> -----Original Message-----
> From: email@example.com [mailto:firstname.lastname@example.org] On
> Behalf Of Austin Einter
> Sent: maandag 14 juli 2014 11:13
> To: Lua mailing list
> Subject: Re: Lua State Thread Safety
> Hi Thijs SchreijerAs long as Lua has a reference to an item, the GC will not collect it. So on the C side, you can have elements on the stack, or store them in the registry for example.
> I did not understand understand two statements from you.
> 1. Keep the stuff you need 'anchored' in the lua state, then it will not be
> Kindly elaborate what you mean here....
Example; a Lua piece of code calls a C function with a userdata, no other references exist. Now when the C function pops the userdata from the stack and stores a pointer locally, the GC might collect it (as there are no references left). The GC will only run when you make some call on the Lua API. But if you unlock now, then another thread can enter, causing the GC to run and collect your userdata. Now when control returns to your first thread, the userdata reference held there is invalid.
To prevent the userdata from becoming invalid, leave it on the stack. Only remove it when you're done with it. This is best practice anyway, yet when using multithreaded solutions it is a must to prevent trouble.

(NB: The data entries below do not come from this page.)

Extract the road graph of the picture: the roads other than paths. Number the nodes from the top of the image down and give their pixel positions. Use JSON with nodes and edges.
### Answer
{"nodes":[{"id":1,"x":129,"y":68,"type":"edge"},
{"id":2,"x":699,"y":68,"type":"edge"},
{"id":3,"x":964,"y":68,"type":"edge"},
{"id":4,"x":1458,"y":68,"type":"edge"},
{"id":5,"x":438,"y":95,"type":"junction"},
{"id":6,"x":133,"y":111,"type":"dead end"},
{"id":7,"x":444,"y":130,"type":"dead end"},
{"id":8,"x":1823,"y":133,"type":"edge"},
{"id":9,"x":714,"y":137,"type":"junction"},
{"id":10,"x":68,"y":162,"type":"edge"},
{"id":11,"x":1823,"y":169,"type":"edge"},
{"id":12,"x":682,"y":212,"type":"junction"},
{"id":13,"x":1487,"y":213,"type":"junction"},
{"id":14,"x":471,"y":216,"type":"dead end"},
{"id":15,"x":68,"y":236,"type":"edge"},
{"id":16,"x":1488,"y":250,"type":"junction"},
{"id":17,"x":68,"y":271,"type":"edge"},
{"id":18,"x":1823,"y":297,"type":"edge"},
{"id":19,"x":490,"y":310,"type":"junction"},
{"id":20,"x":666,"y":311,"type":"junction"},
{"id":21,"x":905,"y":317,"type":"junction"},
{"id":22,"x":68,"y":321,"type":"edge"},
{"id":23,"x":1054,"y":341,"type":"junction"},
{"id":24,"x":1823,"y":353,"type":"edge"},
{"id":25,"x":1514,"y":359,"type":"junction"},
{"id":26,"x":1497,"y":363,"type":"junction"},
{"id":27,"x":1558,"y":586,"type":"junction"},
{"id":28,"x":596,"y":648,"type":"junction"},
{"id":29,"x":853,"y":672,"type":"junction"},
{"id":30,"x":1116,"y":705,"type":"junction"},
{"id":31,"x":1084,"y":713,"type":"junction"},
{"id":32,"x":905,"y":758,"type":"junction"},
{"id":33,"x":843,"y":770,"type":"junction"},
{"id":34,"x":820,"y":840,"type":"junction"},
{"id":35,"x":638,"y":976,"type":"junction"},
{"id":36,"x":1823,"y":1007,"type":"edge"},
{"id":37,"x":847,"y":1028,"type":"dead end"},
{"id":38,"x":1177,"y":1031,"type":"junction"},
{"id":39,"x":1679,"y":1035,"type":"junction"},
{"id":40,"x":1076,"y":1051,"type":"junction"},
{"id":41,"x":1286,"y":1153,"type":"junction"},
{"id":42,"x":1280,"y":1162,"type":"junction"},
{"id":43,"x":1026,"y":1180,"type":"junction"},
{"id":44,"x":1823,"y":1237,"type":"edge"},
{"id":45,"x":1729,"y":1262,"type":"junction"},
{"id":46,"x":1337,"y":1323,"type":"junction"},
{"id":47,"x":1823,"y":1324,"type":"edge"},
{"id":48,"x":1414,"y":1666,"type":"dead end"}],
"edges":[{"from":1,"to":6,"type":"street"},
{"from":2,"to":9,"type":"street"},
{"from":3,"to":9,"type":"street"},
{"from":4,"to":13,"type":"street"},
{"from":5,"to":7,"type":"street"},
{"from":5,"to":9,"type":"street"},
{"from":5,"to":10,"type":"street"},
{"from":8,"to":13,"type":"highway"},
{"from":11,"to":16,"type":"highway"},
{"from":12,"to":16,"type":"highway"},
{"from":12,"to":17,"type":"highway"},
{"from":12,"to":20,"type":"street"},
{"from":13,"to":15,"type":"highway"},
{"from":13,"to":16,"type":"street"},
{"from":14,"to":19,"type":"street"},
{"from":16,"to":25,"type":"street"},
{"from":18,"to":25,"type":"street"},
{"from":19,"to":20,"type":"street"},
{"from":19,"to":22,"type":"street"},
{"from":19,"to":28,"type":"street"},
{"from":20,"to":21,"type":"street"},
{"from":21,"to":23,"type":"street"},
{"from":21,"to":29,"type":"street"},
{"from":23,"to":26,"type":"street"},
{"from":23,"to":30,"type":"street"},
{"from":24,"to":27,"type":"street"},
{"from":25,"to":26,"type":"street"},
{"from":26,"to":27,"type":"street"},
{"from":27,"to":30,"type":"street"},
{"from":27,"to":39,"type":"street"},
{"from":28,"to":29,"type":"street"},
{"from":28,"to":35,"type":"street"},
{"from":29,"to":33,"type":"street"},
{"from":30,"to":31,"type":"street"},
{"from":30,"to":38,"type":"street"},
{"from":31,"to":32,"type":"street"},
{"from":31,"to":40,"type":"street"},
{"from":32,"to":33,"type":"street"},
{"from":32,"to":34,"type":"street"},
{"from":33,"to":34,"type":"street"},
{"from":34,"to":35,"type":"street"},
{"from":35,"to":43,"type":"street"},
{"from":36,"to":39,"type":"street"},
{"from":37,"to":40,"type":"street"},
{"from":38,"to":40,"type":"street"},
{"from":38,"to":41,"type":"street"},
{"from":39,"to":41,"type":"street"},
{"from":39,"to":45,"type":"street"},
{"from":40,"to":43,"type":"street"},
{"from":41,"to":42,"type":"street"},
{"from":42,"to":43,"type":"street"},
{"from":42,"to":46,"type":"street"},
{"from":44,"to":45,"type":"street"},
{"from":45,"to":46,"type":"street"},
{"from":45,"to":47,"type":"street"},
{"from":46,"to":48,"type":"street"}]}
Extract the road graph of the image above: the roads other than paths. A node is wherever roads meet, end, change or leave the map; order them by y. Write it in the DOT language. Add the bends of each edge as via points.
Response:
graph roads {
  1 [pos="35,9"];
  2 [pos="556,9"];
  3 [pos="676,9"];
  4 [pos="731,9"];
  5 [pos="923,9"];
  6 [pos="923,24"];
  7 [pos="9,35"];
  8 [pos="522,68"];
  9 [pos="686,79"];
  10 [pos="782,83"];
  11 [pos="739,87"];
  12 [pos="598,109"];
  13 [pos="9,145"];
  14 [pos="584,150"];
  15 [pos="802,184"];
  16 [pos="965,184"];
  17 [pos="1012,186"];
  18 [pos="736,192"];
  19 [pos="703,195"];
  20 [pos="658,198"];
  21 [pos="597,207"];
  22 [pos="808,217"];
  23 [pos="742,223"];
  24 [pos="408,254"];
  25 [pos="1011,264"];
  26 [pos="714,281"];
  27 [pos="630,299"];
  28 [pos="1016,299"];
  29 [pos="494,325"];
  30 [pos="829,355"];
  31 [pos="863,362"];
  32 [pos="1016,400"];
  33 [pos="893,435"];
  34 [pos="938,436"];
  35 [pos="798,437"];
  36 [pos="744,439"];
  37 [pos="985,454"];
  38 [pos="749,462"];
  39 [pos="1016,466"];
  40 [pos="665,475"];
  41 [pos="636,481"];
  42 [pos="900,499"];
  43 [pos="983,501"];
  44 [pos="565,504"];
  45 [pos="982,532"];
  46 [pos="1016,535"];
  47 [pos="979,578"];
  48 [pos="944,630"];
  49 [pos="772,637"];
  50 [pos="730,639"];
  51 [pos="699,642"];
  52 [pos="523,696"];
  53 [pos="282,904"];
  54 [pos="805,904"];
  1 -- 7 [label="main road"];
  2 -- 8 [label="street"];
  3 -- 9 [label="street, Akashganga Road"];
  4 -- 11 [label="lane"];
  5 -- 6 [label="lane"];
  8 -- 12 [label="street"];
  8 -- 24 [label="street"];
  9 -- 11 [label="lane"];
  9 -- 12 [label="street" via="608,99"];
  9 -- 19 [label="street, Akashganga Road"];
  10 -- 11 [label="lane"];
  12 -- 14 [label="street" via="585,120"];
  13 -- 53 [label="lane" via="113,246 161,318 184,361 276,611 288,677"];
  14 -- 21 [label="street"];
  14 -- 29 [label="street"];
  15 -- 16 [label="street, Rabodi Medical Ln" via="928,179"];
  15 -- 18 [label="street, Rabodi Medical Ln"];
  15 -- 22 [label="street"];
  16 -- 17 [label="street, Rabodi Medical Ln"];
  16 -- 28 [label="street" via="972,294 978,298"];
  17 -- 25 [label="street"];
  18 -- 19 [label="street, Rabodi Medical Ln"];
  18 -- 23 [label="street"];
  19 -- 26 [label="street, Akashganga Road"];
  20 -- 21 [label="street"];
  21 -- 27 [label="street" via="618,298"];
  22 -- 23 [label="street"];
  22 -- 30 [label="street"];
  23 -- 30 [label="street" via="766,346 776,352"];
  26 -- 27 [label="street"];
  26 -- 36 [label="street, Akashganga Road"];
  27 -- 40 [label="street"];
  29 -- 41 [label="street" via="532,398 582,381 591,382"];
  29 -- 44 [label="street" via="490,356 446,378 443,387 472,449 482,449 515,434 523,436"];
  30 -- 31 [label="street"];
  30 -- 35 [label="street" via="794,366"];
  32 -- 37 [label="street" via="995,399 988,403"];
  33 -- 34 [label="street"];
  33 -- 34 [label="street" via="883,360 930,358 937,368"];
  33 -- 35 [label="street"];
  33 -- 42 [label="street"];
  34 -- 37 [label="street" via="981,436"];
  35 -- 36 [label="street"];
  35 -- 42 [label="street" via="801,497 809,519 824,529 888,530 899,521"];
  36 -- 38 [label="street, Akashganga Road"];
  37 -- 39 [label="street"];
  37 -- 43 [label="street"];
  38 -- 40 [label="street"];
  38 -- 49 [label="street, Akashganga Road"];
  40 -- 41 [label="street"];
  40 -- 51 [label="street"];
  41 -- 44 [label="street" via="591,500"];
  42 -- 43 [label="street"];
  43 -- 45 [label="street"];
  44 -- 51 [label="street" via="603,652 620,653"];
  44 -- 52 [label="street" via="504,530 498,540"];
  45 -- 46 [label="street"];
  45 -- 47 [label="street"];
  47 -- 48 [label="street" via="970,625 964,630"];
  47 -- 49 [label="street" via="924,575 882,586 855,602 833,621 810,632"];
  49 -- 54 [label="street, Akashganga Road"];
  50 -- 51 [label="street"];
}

Please don't top-post. When replying, place your comments question in the original message, leaving out the irrelevant parts
> 2. BTW; did someone mention that top-posting is considered a bad habit
> around here?
> Are you asking me to write the mail at top of mail chain.., but I found
> mostly all mails are down the line , and so followed, sorry if I understood
> Anyway, I am concluding
> 1. I will have my own lock (semaphore with default count 1), will lock /
> unlock as per my requirement
> 2. With this I assume I would not messup with lua state.